Virgin Australia Airlines (NZ) Limited, formerly Pacific Blue Airlines (NZ) Limited, was an airline based in New Zealand. It was established as the New Zealand subsidiary of Australian airline Virgin Blue. It was a fully owned subsidiary of Virgin Australia Holdings. It was renamed Virgin Australia Airlines (NZ) Ltd in December 2011 when its parent company decided to bring all its airlines under the one banner.

It was based at Christchurch and Auckland and operated air services between New Zealand and Australia as well as the Pacific Islands. It also operated services on behalf of Virgin Samoa (formerly known as Polynesian Blue).

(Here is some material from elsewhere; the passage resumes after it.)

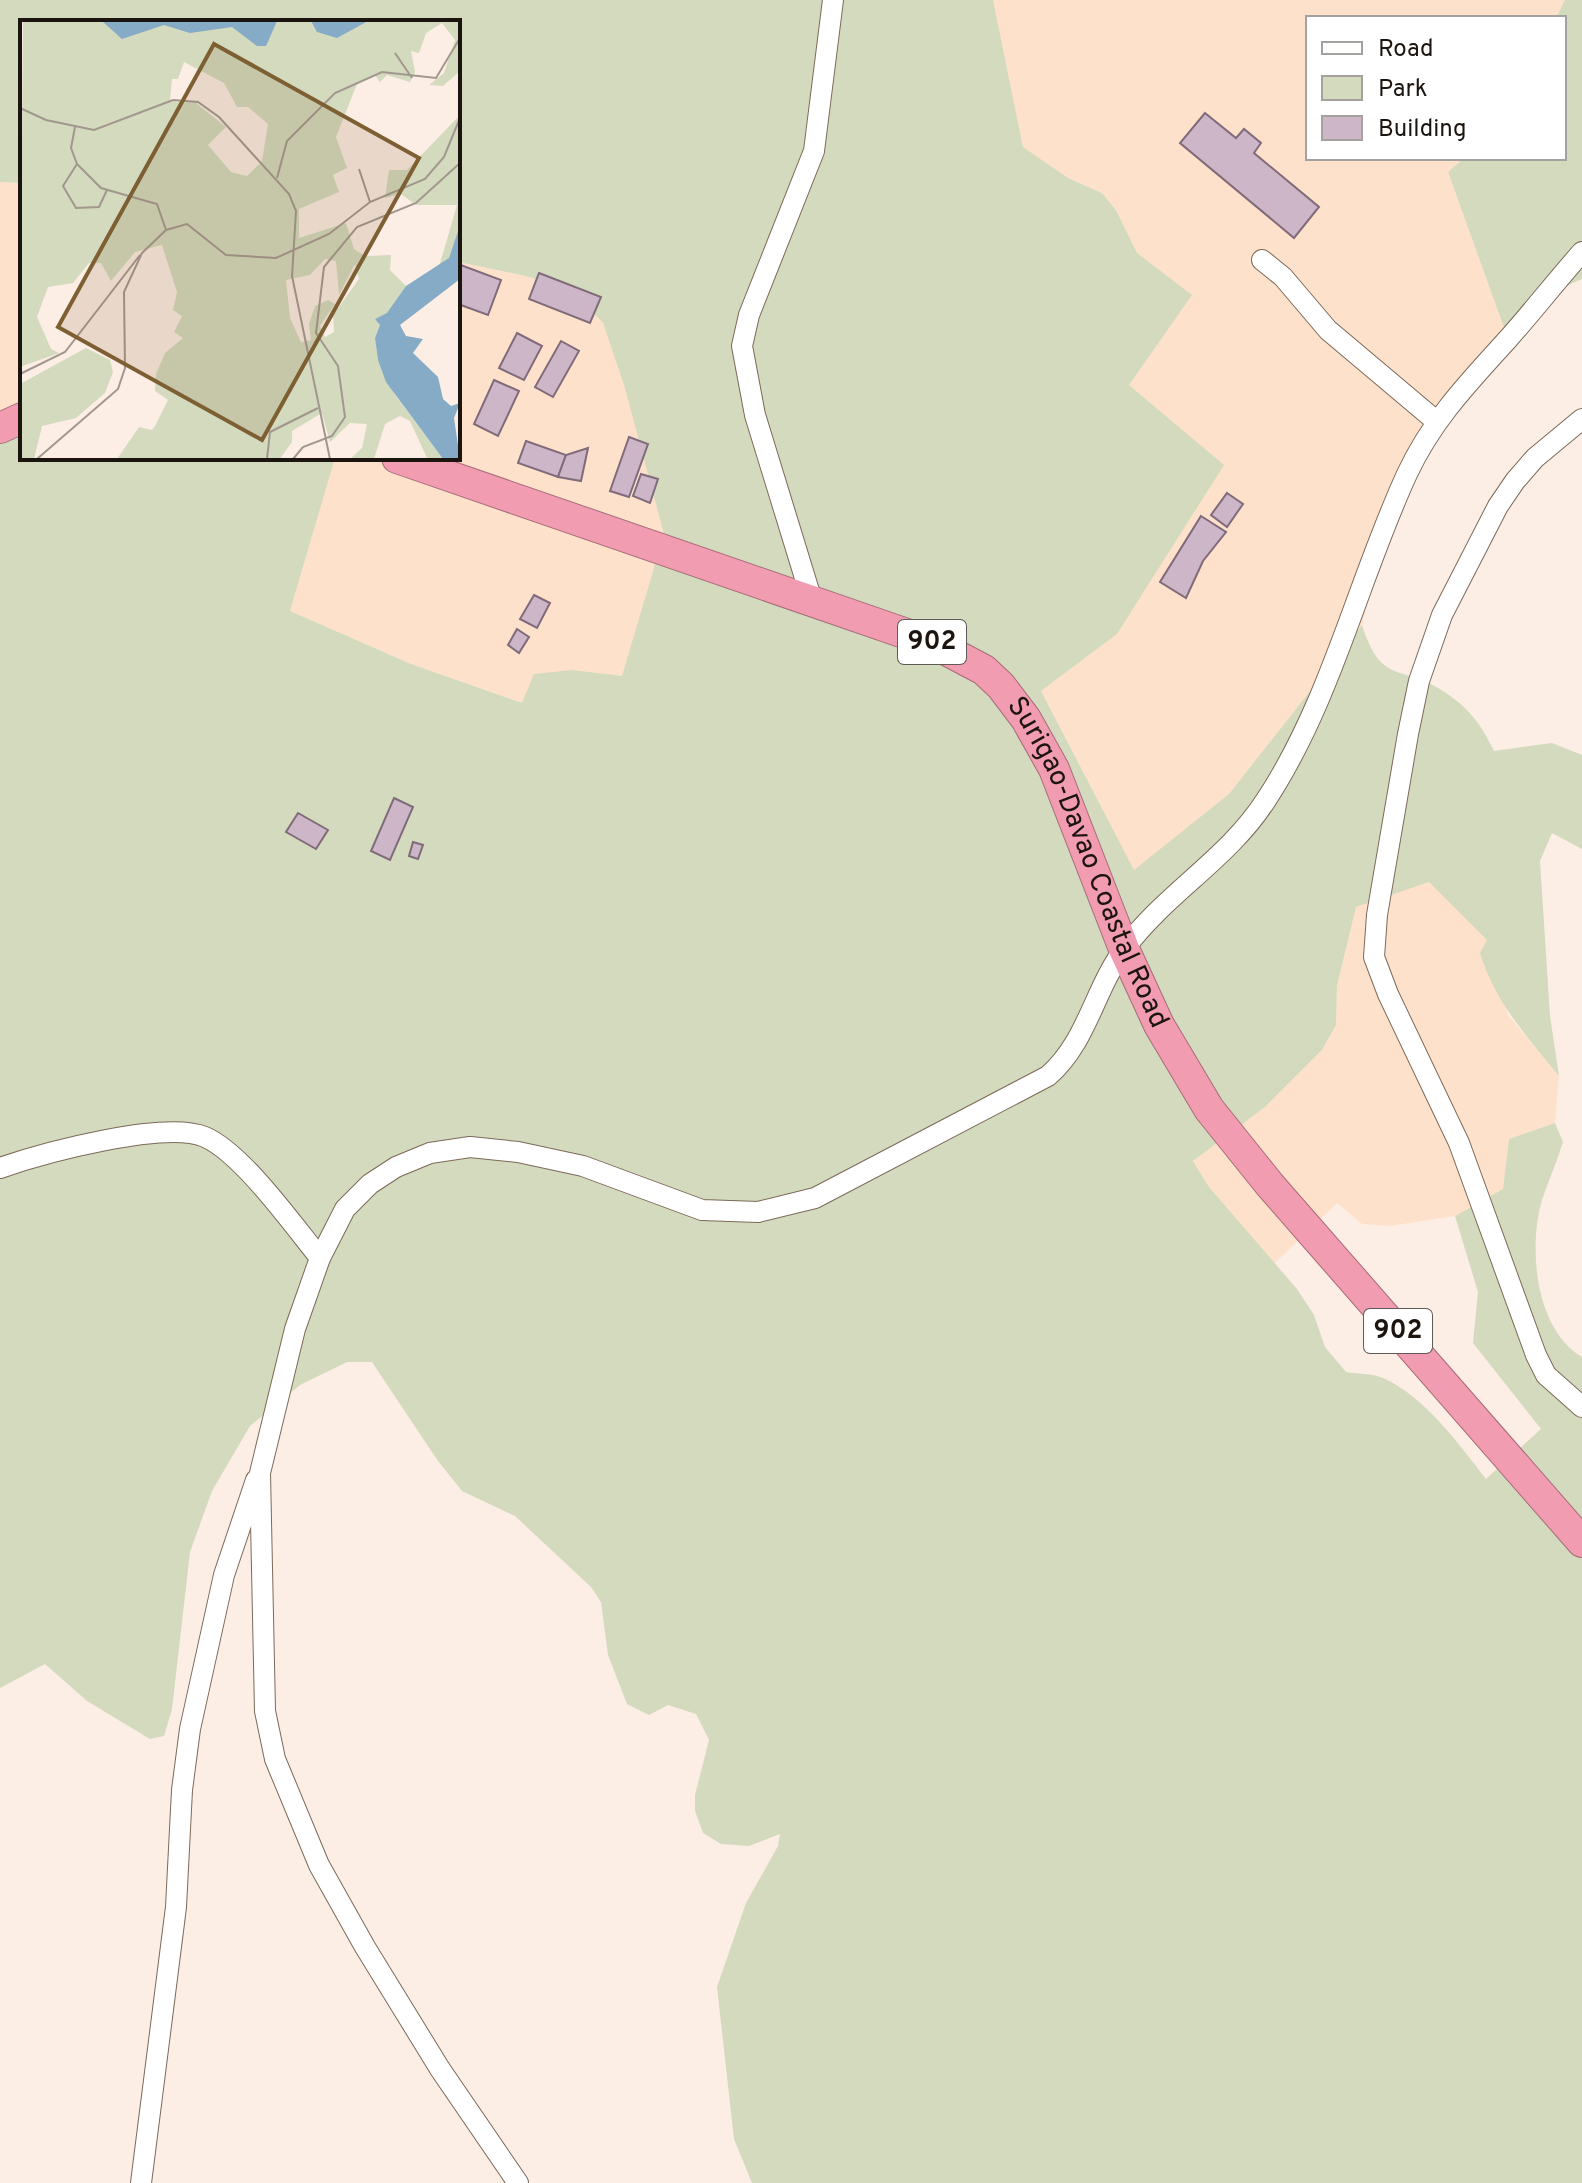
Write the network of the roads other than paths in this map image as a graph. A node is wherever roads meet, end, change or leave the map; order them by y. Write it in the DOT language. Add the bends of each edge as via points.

The airline has brought all its flying under its parent VA Air Operating Certificate. The final New Zealand registered Pacific Blue aircraft finished up flying 13 March 2015 bringing a visible end to Pacific Blue and being renamed to Virgin Australia NZ (VANZ). With the withdrawal of the last aircraft, the New Zealand register connection ended after 11 years of aircraft on the New Zealand register from 23 January 2004 to 14 March 2015.

==History==
The airline was established in 2003 and started operations on 29 January 2004 with a service between Christchurch and Brisbane, Australia.

On 1 August 2007, the ICAO code was changed from PBI to PBN. This was done in consultation with air traffic controllers to prevent confusion between the letter I and the number 1 in flight plans.

On 21 August 2007, Pacific Blue announced its intention to begin domestic services in New Zealand with the first flights commencing 12 November 2007. The initial routes were Auckland–Wellington, Christchurch–Wellington and Auckland–Christchurch. Later Christchurch to Dunedin flights started.

Pacific Blue announced its rollout of Premium economy seating across its fleet from March 2010 to match that of its sister Virgin Blue. Premium economy is the front three rows of each aircraft – fitted with a unique red leather converter seat that folds from three abreast to two abreast when used in Premium economy configuration.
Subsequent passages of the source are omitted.